_Exercise brief_
Track down each line below containing the string "dead" and copy it.

Top of Entries shown

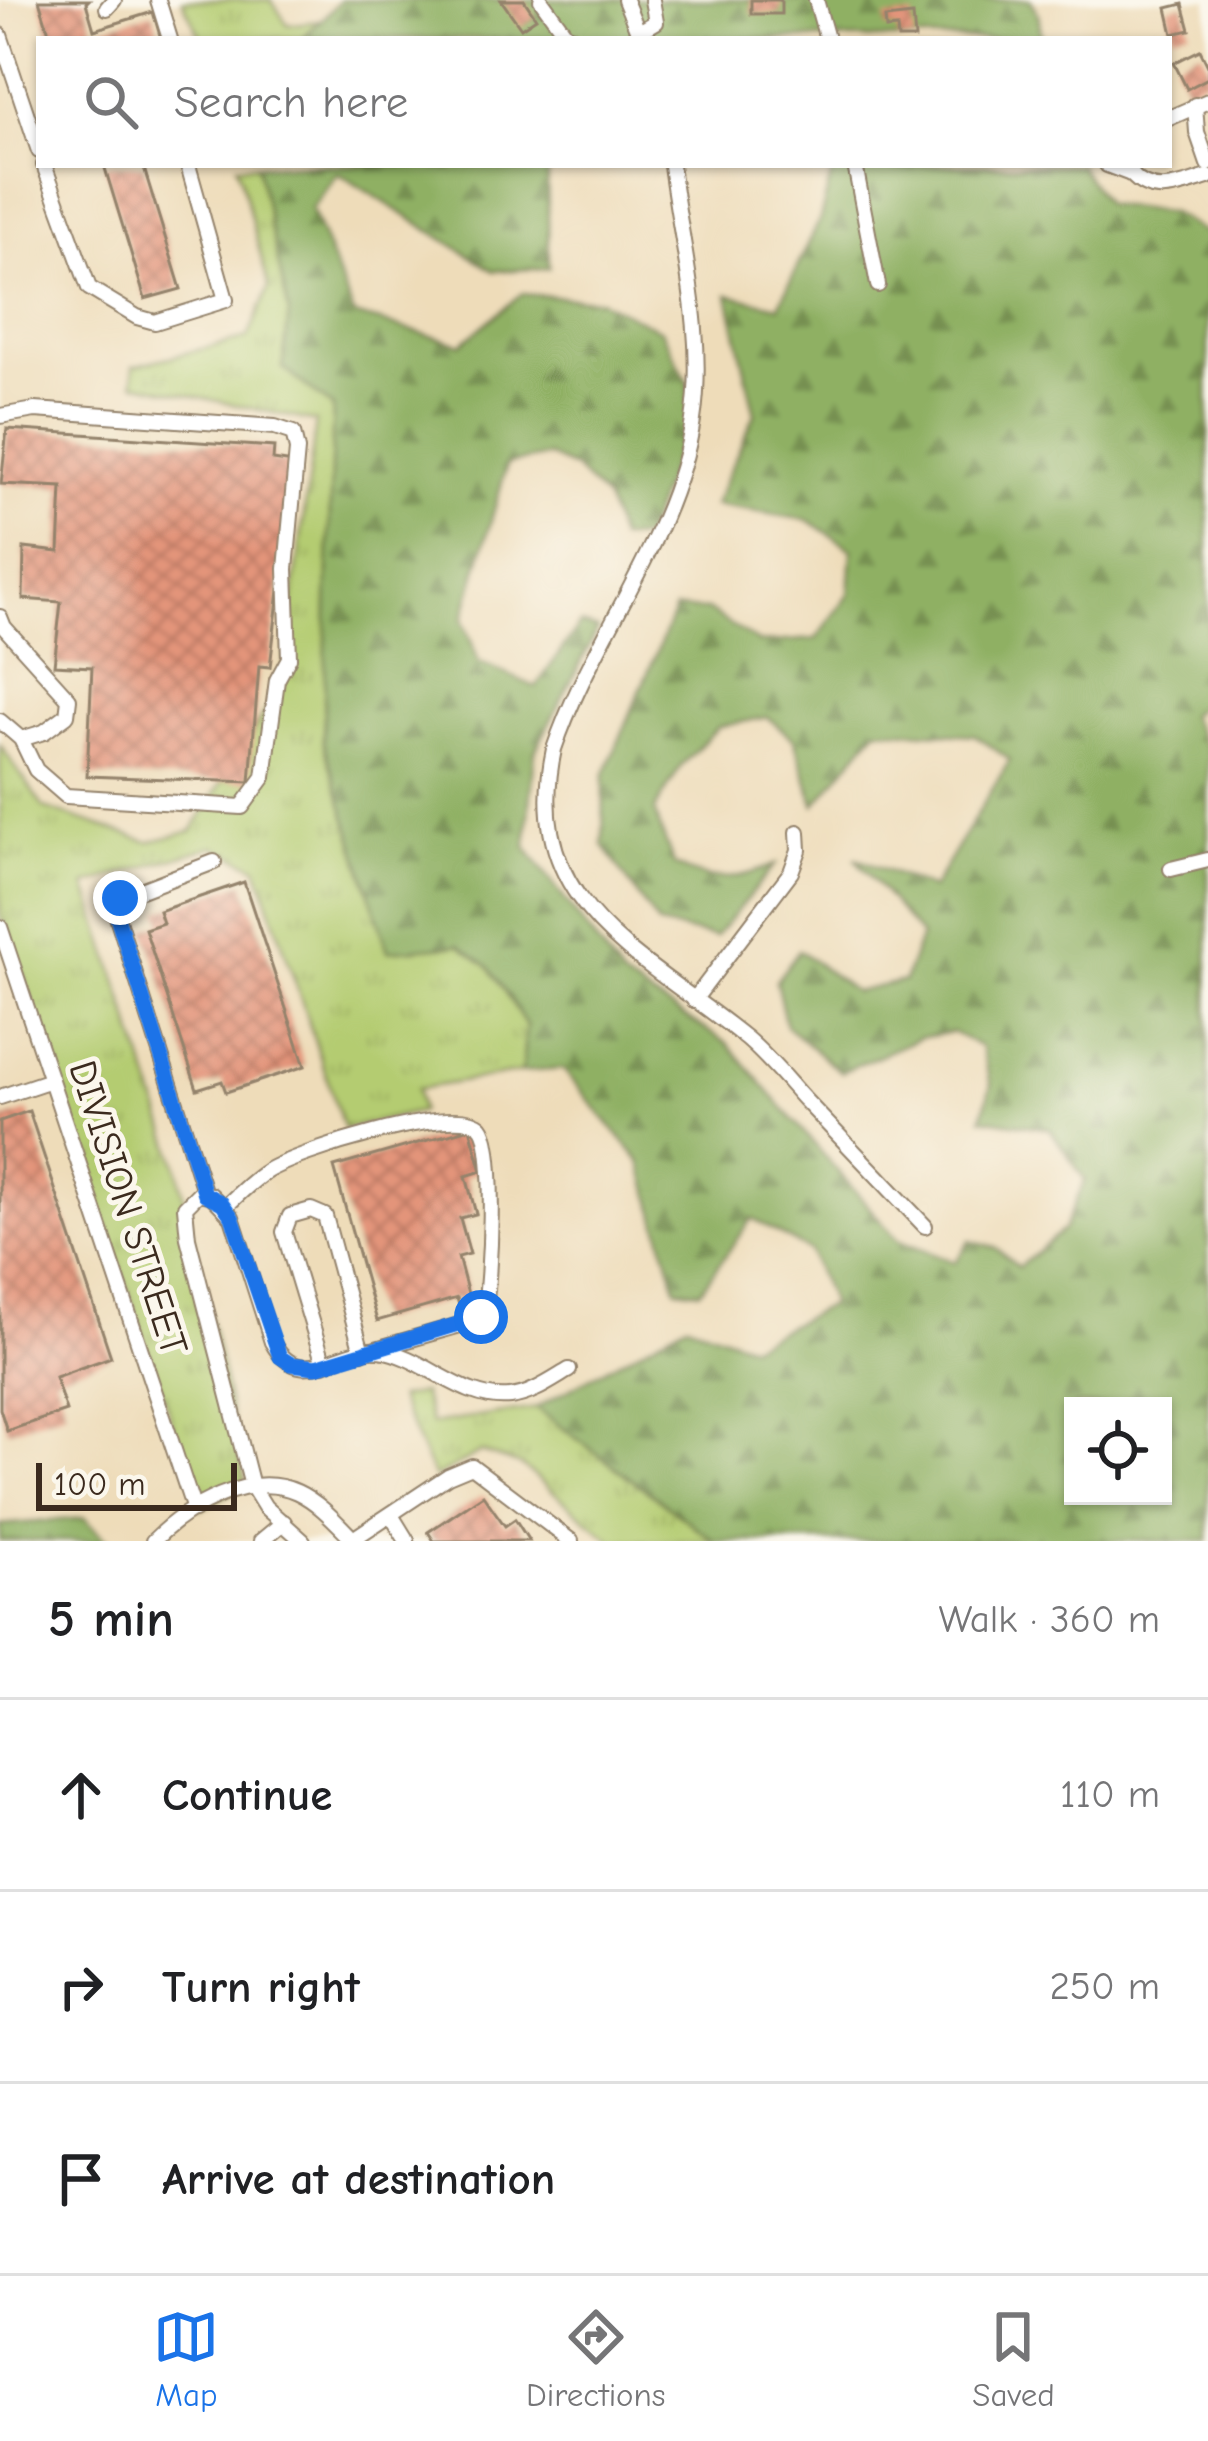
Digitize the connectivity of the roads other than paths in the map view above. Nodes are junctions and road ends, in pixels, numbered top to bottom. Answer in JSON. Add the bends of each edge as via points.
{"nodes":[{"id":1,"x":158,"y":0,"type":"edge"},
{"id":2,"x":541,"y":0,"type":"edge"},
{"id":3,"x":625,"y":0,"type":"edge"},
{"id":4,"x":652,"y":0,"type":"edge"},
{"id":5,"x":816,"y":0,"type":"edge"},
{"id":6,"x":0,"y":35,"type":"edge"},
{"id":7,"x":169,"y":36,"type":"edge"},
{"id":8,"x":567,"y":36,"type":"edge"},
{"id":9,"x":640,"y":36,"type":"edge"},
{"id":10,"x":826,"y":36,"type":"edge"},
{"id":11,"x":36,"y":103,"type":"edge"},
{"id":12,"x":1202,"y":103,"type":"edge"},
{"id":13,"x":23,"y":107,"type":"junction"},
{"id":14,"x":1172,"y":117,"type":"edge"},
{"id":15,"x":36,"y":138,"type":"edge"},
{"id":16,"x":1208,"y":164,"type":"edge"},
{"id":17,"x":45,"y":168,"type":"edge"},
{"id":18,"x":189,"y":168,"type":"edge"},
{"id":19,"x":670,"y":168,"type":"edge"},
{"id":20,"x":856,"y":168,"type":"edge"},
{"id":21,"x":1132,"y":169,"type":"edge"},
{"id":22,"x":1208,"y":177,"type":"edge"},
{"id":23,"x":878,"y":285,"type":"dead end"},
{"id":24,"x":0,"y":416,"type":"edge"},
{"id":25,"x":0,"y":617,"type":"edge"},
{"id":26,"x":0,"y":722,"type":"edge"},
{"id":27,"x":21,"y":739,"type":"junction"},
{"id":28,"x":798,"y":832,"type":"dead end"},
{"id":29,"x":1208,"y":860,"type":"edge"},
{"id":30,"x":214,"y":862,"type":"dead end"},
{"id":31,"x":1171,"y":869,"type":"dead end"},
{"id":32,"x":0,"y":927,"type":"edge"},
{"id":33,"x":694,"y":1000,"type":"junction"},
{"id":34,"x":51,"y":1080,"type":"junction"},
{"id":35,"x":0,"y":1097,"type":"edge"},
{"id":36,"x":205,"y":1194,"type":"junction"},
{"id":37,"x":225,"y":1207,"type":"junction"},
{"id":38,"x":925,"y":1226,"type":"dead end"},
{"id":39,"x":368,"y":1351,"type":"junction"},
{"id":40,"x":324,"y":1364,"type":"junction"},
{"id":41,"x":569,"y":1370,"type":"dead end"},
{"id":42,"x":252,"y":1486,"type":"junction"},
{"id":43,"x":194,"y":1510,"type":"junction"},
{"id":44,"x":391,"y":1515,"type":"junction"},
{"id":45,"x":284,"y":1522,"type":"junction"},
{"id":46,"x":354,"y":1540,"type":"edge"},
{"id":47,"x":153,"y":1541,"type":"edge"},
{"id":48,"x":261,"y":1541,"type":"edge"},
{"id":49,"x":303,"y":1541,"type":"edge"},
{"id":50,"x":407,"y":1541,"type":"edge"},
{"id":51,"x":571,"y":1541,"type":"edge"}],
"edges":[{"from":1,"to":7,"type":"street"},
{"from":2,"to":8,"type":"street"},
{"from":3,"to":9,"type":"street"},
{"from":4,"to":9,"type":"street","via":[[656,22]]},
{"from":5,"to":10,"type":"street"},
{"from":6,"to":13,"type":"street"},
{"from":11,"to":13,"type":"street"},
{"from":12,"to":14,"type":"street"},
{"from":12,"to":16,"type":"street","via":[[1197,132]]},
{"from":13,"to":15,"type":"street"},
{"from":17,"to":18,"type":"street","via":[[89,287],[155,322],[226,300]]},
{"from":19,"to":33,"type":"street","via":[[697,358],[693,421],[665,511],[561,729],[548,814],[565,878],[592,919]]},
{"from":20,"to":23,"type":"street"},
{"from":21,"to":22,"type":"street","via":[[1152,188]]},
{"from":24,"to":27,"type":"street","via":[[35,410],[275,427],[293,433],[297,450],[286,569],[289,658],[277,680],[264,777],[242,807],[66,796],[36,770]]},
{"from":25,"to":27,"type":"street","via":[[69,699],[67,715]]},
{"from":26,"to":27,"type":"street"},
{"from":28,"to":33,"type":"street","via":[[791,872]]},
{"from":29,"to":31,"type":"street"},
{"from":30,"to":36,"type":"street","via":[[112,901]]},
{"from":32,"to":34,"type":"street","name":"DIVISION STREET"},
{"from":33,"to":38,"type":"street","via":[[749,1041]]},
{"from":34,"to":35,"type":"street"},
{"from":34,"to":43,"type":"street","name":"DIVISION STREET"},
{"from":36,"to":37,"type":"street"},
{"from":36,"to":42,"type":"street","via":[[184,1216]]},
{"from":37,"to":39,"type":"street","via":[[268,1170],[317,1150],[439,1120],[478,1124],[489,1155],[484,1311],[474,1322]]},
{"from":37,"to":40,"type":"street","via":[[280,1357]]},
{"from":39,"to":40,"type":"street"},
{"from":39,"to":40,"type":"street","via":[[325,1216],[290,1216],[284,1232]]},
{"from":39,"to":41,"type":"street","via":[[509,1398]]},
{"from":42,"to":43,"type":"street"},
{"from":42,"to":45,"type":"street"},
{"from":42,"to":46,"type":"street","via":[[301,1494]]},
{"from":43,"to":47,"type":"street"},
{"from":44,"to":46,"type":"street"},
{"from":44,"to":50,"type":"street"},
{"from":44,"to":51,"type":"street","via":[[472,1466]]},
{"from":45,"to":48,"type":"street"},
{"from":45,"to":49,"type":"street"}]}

Bottom of Entries shown

_Written solution_
{"id":23,"x":878,"y":285,"type":"dead end"},
{"id":28,"x":798,"y":832,"type":"dead end"},
{"id":30,"x":214,"y":862,"type":"dead end"},
{"id":31,"x":1171,"y":869,"type":"dead end"},
{"id":38,"x":925,"y":1226,"type":"dead end"},
{"id":41,"x":569,"y":1370,"type":"dead end"},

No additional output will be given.